## YOUR INSTRUCTIONS
Using the listing below, set down each line from the line containing "Turn all roads" through the line containing "Turn the roads", both ends included, exactly and with nothing added.

-- -- --

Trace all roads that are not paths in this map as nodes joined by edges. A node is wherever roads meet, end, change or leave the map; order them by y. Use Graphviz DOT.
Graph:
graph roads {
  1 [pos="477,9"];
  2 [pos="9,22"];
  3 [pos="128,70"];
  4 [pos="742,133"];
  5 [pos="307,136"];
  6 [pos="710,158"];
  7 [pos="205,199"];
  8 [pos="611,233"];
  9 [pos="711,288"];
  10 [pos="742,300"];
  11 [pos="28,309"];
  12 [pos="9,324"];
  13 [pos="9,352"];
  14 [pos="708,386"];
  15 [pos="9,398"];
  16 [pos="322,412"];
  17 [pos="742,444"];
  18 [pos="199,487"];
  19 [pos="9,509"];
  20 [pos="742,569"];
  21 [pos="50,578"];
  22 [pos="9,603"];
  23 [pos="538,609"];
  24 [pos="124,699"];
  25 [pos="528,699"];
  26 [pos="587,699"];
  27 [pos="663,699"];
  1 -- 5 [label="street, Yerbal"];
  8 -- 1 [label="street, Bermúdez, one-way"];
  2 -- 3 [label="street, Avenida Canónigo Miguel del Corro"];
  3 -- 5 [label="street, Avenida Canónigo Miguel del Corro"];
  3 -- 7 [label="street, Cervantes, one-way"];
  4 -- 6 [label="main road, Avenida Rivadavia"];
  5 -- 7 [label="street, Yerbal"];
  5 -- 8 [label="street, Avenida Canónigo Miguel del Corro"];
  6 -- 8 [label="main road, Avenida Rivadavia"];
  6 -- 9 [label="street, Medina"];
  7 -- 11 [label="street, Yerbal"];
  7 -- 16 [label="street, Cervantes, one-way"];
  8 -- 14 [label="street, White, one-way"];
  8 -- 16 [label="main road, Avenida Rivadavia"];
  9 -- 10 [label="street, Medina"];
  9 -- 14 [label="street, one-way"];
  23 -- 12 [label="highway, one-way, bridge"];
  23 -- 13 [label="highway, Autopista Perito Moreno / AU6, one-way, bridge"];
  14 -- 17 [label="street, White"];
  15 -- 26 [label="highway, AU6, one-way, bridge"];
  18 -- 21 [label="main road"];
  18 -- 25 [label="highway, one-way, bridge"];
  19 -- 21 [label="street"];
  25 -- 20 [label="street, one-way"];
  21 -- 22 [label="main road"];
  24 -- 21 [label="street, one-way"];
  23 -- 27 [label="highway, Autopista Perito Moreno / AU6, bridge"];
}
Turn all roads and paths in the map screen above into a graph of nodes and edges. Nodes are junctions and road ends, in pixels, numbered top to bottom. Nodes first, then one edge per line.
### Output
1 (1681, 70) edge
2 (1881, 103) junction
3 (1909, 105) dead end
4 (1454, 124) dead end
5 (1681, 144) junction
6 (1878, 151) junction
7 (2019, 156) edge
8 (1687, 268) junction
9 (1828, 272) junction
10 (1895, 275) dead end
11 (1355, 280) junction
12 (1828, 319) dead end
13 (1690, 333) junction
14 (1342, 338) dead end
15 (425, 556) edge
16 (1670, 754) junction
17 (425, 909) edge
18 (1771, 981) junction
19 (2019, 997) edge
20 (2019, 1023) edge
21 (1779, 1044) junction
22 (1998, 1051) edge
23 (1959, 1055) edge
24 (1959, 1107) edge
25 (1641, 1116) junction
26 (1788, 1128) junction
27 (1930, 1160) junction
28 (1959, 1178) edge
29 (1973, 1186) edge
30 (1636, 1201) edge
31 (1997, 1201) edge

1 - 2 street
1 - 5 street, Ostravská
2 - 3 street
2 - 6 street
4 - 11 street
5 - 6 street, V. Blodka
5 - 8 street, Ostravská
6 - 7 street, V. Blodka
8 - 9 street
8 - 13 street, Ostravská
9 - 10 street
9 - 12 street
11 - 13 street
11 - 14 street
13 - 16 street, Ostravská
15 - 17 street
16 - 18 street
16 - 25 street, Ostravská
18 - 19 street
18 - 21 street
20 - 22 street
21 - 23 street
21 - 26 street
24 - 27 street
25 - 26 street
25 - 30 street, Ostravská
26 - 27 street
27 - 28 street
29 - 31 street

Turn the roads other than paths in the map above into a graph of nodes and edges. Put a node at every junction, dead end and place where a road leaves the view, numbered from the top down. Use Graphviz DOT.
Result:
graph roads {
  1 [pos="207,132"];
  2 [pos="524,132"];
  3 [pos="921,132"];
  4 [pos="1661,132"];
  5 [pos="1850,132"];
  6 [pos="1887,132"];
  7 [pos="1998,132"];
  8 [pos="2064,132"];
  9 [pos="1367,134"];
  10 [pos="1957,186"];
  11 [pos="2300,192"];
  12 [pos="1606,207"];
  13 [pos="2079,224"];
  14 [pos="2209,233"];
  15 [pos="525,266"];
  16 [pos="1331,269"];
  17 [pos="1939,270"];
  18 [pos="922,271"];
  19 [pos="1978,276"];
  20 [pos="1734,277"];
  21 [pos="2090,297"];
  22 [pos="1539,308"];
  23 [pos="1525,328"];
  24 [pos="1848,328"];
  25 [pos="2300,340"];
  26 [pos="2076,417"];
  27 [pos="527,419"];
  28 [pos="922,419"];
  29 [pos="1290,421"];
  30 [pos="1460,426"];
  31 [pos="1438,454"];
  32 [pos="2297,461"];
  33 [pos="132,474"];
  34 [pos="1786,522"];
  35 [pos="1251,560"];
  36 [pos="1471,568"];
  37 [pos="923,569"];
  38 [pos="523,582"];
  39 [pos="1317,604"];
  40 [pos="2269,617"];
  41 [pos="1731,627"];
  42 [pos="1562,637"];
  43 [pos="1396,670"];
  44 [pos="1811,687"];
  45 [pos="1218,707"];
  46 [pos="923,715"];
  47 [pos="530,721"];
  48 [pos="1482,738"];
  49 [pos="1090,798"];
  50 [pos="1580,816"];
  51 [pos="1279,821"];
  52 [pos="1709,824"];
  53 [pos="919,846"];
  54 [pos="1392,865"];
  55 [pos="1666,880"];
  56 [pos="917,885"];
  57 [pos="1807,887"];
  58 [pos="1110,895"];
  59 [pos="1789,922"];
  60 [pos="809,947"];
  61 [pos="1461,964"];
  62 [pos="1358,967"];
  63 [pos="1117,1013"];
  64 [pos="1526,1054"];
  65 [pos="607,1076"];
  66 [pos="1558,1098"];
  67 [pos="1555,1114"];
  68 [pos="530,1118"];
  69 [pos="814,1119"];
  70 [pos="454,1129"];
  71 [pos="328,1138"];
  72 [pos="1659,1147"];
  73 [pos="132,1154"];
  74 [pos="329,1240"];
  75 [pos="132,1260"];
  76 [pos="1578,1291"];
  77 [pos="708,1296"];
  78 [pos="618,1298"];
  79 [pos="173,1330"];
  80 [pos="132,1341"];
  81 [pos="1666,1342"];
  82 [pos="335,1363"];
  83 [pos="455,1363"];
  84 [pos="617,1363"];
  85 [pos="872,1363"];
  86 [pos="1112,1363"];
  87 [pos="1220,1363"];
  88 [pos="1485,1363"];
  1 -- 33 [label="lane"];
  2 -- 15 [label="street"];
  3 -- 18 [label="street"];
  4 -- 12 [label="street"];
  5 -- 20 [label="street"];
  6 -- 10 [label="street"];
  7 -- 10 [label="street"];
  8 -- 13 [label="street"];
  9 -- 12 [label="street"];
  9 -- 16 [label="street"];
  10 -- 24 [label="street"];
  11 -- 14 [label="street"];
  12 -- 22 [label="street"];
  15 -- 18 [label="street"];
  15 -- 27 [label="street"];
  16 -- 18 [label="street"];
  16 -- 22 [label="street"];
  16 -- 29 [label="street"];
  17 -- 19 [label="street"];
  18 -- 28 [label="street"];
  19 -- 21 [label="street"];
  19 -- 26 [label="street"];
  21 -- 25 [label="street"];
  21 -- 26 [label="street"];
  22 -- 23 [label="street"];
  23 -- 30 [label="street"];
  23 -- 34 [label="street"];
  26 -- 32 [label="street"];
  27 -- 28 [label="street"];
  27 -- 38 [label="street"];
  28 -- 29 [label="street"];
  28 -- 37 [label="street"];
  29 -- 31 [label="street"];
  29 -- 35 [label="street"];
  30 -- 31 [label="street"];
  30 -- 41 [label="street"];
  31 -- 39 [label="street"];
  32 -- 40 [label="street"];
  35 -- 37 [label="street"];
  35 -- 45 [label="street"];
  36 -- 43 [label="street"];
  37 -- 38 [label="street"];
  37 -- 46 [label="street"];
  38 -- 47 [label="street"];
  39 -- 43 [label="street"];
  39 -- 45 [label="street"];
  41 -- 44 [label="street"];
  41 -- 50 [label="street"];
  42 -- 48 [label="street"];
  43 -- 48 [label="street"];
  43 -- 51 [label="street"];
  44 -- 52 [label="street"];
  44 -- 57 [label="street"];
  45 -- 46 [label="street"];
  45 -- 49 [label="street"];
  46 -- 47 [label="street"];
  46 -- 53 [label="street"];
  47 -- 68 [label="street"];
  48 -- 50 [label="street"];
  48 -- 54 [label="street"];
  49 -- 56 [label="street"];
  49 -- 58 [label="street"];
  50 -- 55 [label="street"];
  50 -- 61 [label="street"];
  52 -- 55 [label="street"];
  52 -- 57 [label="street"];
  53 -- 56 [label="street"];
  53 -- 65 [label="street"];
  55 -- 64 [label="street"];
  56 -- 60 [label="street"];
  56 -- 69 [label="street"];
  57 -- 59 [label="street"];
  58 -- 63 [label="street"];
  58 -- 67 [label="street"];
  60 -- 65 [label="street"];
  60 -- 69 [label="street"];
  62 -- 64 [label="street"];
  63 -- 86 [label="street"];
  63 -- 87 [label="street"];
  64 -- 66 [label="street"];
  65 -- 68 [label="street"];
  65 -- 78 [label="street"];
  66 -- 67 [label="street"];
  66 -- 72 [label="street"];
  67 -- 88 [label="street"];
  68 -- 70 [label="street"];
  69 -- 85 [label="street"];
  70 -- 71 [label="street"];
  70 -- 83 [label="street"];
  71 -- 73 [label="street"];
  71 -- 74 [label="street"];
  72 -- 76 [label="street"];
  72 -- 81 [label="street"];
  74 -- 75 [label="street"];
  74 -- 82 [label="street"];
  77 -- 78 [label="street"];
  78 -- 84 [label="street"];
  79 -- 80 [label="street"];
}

-- -- --

## SOLUTION FOR THIS TASK
Turn all roads and paths in the map screen above into a graph of nodes and edges. Nodes are junctions and road ends, in pixels, numbered top to bottom. Nodes first, then one edge per line.
### Output
1 (1681, 70) edge
2 (1881, 103) junction
3 (1909, 105) dead end
4 (1454, 124) dead end
5 (1681, 144) junction
6 (1878, 151) junction
7 (2019, 156) edge
8 (1687, 268) junction
9 (1828, 272) junction
10 (1895, 275) dead end
11 (1355, 280) junction
12 (1828, 319) dead end
13 (1690, 333) junction
14 (1342, 338) dead end
15 (425, 556) edge
16 (1670, 754) junction
17 (425, 909) edge
18 (1771, 981) junction
19 (2019, 997) edge
20 (2019, 1023) edge
21 (1779, 1044) junction
22 (1998, 1051) edge
23 (1959, 1055) edge
24 (1959, 1107) edge
25 (1641, 1116) junction
26 (1788, 1128) junction
27 (1930, 1160) junction
28 (1959, 1178) edge
29 (1973, 1186) edge
30 (1636, 1201) edge
31 (1997, 1201) edge

1 - 2 street
1 - 5 street, Ostravská
2 - 3 street
2 - 6 street
4 - 11 street
5 - 6 street, V. Blodka
5 - 8 street, Ostravská
6 - 7 street, V. Blodka
8 - 9 street
8 - 13 street, Ostravská
9 - 10 street
9 - 12 street
11 - 13 street
11 - 14 street
13 - 16 street, Ostravská
15 - 17 street
16 - 18 street
16 - 25 street, Ostravská
18 - 19 street
18 - 21 street
20 - 22 street
21 - 23 street
21 - 26 street
24 - 27 street
25 - 26 street
25 - 30 street, Ostravská
26 - 27 street
27 - 28 street
29 - 31 street

Turn the roads other than paths in the map above into a graph of nodes and edges. Put a node at every junction, dead end and place where a road leaves the view, numbered from the top down. Use Graphviz DOT.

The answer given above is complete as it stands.